There’s an image in my head of two long lines of people, stretching off in different directions. In one line are the people who believe torturing our enemies is okay. And that police officers who shoot unarmed black men are just doing their job. The people in the other line — let’s call it the Sob Sister line — think differently.
Few things in life are black and white but it seems I can only stand in one of those lines so here I am in the Sob Sister line and as I look around, I don’t recognize most of the people in this line. But there are so many familiar faces in that other line. People I grew up with. People I worked with. Of course I think I’m in the “right” line, but so do all those people in the other line.
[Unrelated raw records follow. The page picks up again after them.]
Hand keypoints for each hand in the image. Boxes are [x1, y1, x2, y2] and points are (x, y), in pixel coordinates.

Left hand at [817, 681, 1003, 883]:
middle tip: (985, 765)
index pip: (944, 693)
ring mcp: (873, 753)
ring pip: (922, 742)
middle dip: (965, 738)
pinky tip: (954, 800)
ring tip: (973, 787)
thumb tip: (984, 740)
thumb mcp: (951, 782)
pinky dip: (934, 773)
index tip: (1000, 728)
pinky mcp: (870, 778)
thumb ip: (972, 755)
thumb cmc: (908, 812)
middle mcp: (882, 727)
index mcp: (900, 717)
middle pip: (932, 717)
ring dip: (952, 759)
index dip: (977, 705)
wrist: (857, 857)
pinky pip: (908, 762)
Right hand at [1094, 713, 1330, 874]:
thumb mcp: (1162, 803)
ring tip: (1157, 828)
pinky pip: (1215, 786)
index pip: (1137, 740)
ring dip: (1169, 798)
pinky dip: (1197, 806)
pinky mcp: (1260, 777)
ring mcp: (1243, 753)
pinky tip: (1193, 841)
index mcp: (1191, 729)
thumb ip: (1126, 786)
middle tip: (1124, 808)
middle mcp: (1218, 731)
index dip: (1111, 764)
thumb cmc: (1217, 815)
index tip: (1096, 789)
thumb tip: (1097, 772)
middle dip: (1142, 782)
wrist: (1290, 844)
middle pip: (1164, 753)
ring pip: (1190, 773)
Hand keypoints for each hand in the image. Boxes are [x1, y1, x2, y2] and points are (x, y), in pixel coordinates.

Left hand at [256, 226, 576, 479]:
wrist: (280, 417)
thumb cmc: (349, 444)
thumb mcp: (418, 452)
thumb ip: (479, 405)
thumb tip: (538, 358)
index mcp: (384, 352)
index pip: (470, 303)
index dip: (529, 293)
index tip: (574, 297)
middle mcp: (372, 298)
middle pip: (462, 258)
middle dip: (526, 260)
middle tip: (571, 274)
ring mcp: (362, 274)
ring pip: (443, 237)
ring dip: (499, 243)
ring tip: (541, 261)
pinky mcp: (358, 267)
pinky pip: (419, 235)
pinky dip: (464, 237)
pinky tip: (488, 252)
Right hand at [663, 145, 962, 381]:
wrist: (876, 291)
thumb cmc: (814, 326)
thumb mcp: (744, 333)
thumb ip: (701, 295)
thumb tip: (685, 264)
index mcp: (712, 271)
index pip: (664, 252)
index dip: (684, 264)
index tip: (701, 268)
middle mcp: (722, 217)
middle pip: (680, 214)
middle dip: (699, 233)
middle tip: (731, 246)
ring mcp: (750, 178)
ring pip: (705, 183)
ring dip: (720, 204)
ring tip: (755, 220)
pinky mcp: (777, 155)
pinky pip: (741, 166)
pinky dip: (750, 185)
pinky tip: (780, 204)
Up and down the line people are shouting back and forth, pretending to have a “conversation.” (Boy, I hate that word) But that’s not what’s really happening. Here’s what I think is really going on.
If the people in the Other line are right, then I must be wrong. Being wrong about really important stuff like torture and shooting people goes right to the core of who I am. Scary stuff.
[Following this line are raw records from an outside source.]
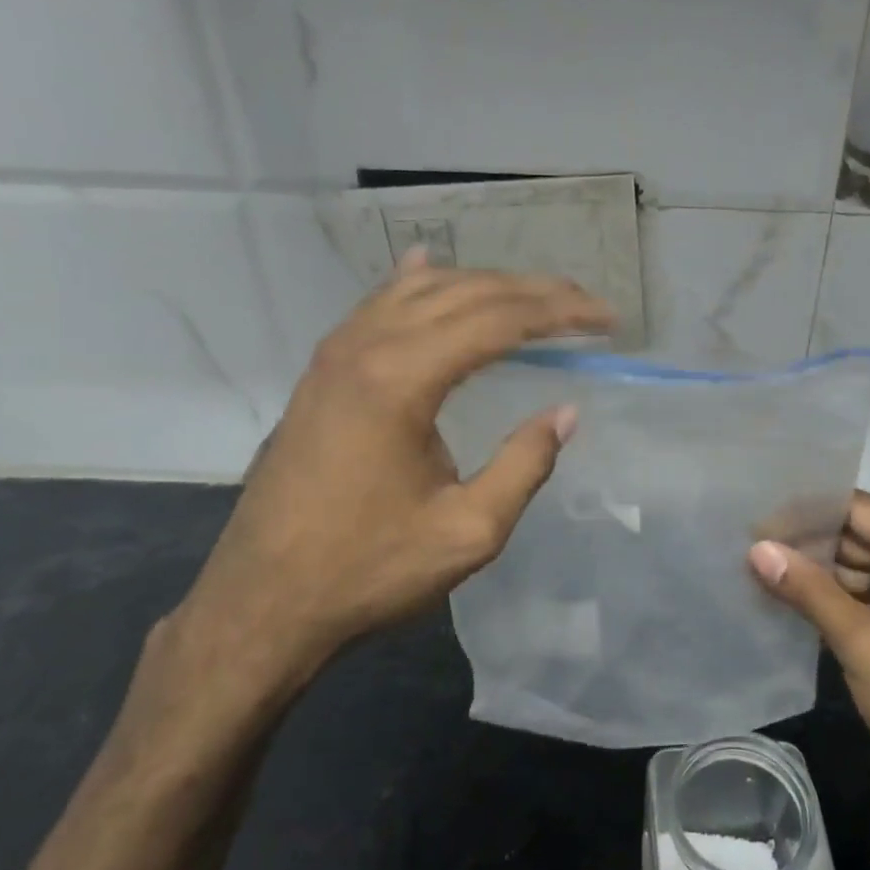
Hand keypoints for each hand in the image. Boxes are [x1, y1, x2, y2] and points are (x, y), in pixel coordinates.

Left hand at [167, 253, 613, 712]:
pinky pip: (377, 305)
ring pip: (421, 290)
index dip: (560, 313)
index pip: (499, 320)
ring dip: (483, 286)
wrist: (262, 603)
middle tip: (585, 303)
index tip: (607, 319)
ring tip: (533, 297)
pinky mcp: (322, 372)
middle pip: (465, 293)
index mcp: (401, 380)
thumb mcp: (468, 532)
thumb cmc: (368, 571)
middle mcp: (365, 347)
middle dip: (533, 291)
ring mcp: (335, 354)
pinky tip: (428, 267)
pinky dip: (417, 284)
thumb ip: (524, 464)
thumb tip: (566, 411)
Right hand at [748, 494, 869, 817]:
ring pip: (854, 564)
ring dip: (813, 569)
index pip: (858, 509)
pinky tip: (785, 596)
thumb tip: (756, 548)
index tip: (754, 516)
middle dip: (805, 540)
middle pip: (855, 533)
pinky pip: (860, 593)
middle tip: (745, 542)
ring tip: (754, 565)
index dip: (806, 511)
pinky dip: (828, 595)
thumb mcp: (864, 643)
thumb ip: (809, 590)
Here’s my dilemma: I’m having trouble meeting the gaze of people I know in the Other line. They want to talk. To explain why I’m in the wrong line and persuade me to join them. But I smile awkwardly and look away, convinced nothing good can come from such “conversations.” Ideas, and the words we use to express them, are losing their power and meaning for me. They’re just sounds. Like those dogs whose owners think they can speak or sing. I’m focusing more these days on what I do. Actions seem like real things to me.
Am I being cowardly? Maybe. And I haven’t pefected my Stand Mute strategy yet. It’s difficult to be silent. To be still. But here I am in the Sob Sister line, hands in my pockets. Lips tight, eyes straight ahead.
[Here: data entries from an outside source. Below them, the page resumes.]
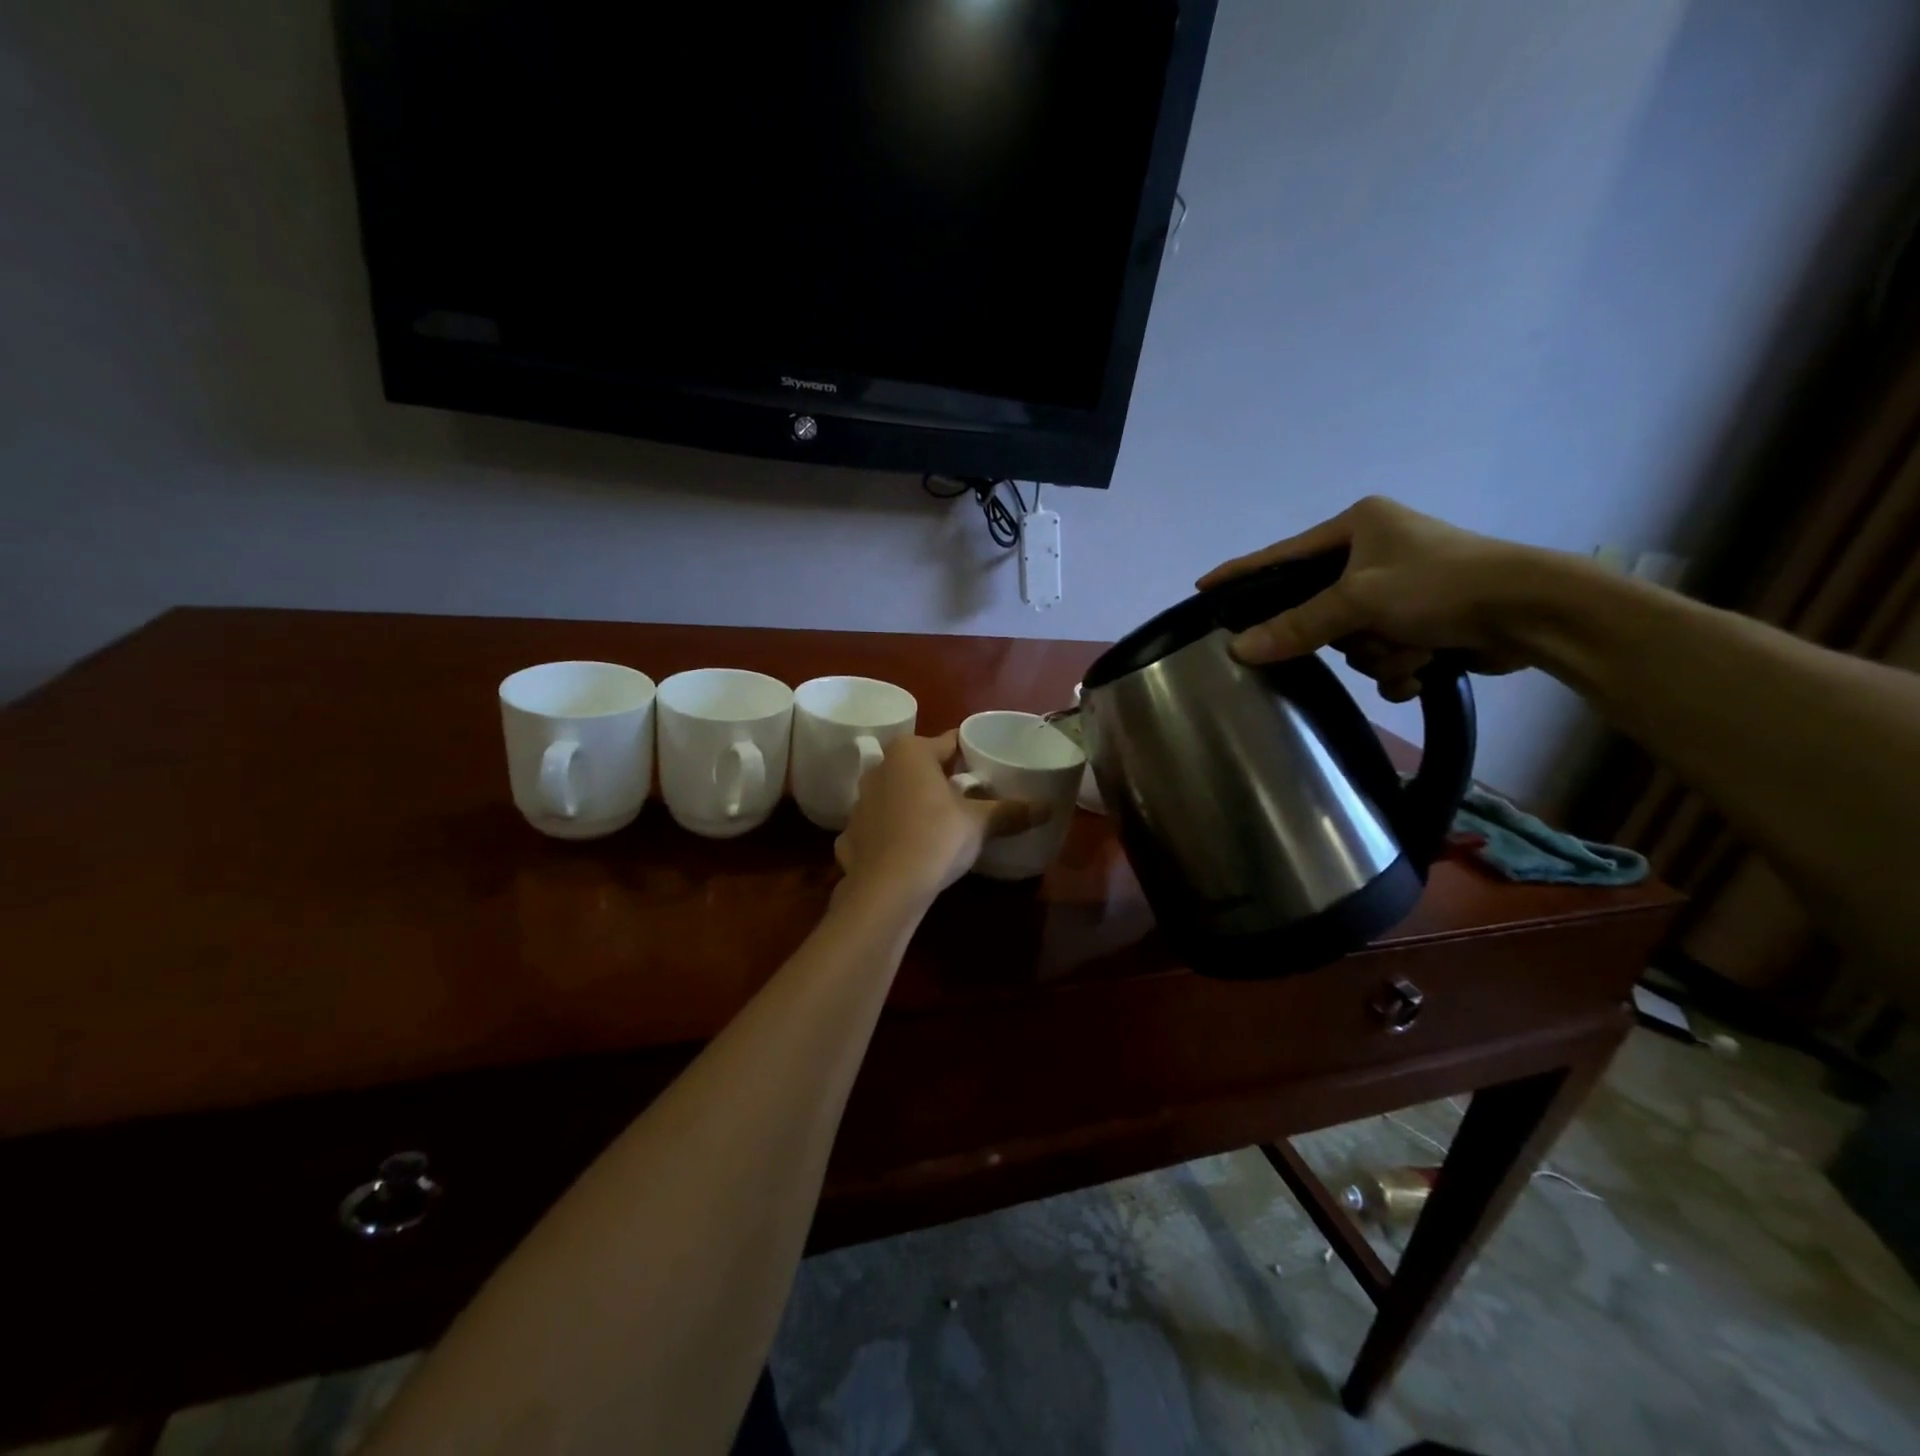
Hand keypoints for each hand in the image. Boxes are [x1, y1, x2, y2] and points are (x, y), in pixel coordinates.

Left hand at [834, 732, 1046, 902]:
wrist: (885, 889)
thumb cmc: (935, 839)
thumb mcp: (979, 824)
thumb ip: (1011, 812)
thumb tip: (1047, 808)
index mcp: (911, 752)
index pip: (951, 742)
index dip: (973, 753)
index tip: (990, 767)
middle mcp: (881, 767)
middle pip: (922, 766)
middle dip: (944, 779)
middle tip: (972, 796)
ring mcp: (861, 801)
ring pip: (898, 793)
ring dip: (917, 803)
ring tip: (943, 823)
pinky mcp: (851, 833)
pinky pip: (882, 824)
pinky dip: (896, 831)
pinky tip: (912, 848)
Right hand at [1197, 496, 1537, 700]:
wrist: (1533, 613)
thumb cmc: (1440, 585)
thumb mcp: (1358, 601)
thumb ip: (1295, 625)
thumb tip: (1237, 649)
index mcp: (1358, 526)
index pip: (1282, 555)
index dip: (1242, 574)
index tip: (1203, 588)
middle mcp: (1376, 552)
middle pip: (1319, 609)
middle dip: (1345, 633)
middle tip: (1362, 633)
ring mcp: (1400, 589)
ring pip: (1352, 640)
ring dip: (1379, 653)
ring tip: (1414, 647)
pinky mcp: (1424, 621)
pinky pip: (1382, 655)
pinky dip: (1400, 666)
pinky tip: (1425, 665)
UPDATE: My analogy is flawed. We need more than two lines. Not a third line, maybe, but a place for people to stand who aren’t comfortable in the two lines I described above. Picture that big infield area at the Indy 500.
These folks believe there are times when a police officer might have to shoot (12 times) an unarmed suspect. You have to look at the facts of each case and try to put yourself in the shoes of the officer. And clearly there are time when torture is justified. If a kidnapper has buried your family alive out in the desert and the only way you could save them was to torture the guy, wouldn’t you do it? Of course you would. So, see? You have to take each case on its merits. I don’t belong in either of your lines. Life’s not that cut and dried. Now. What did I miss?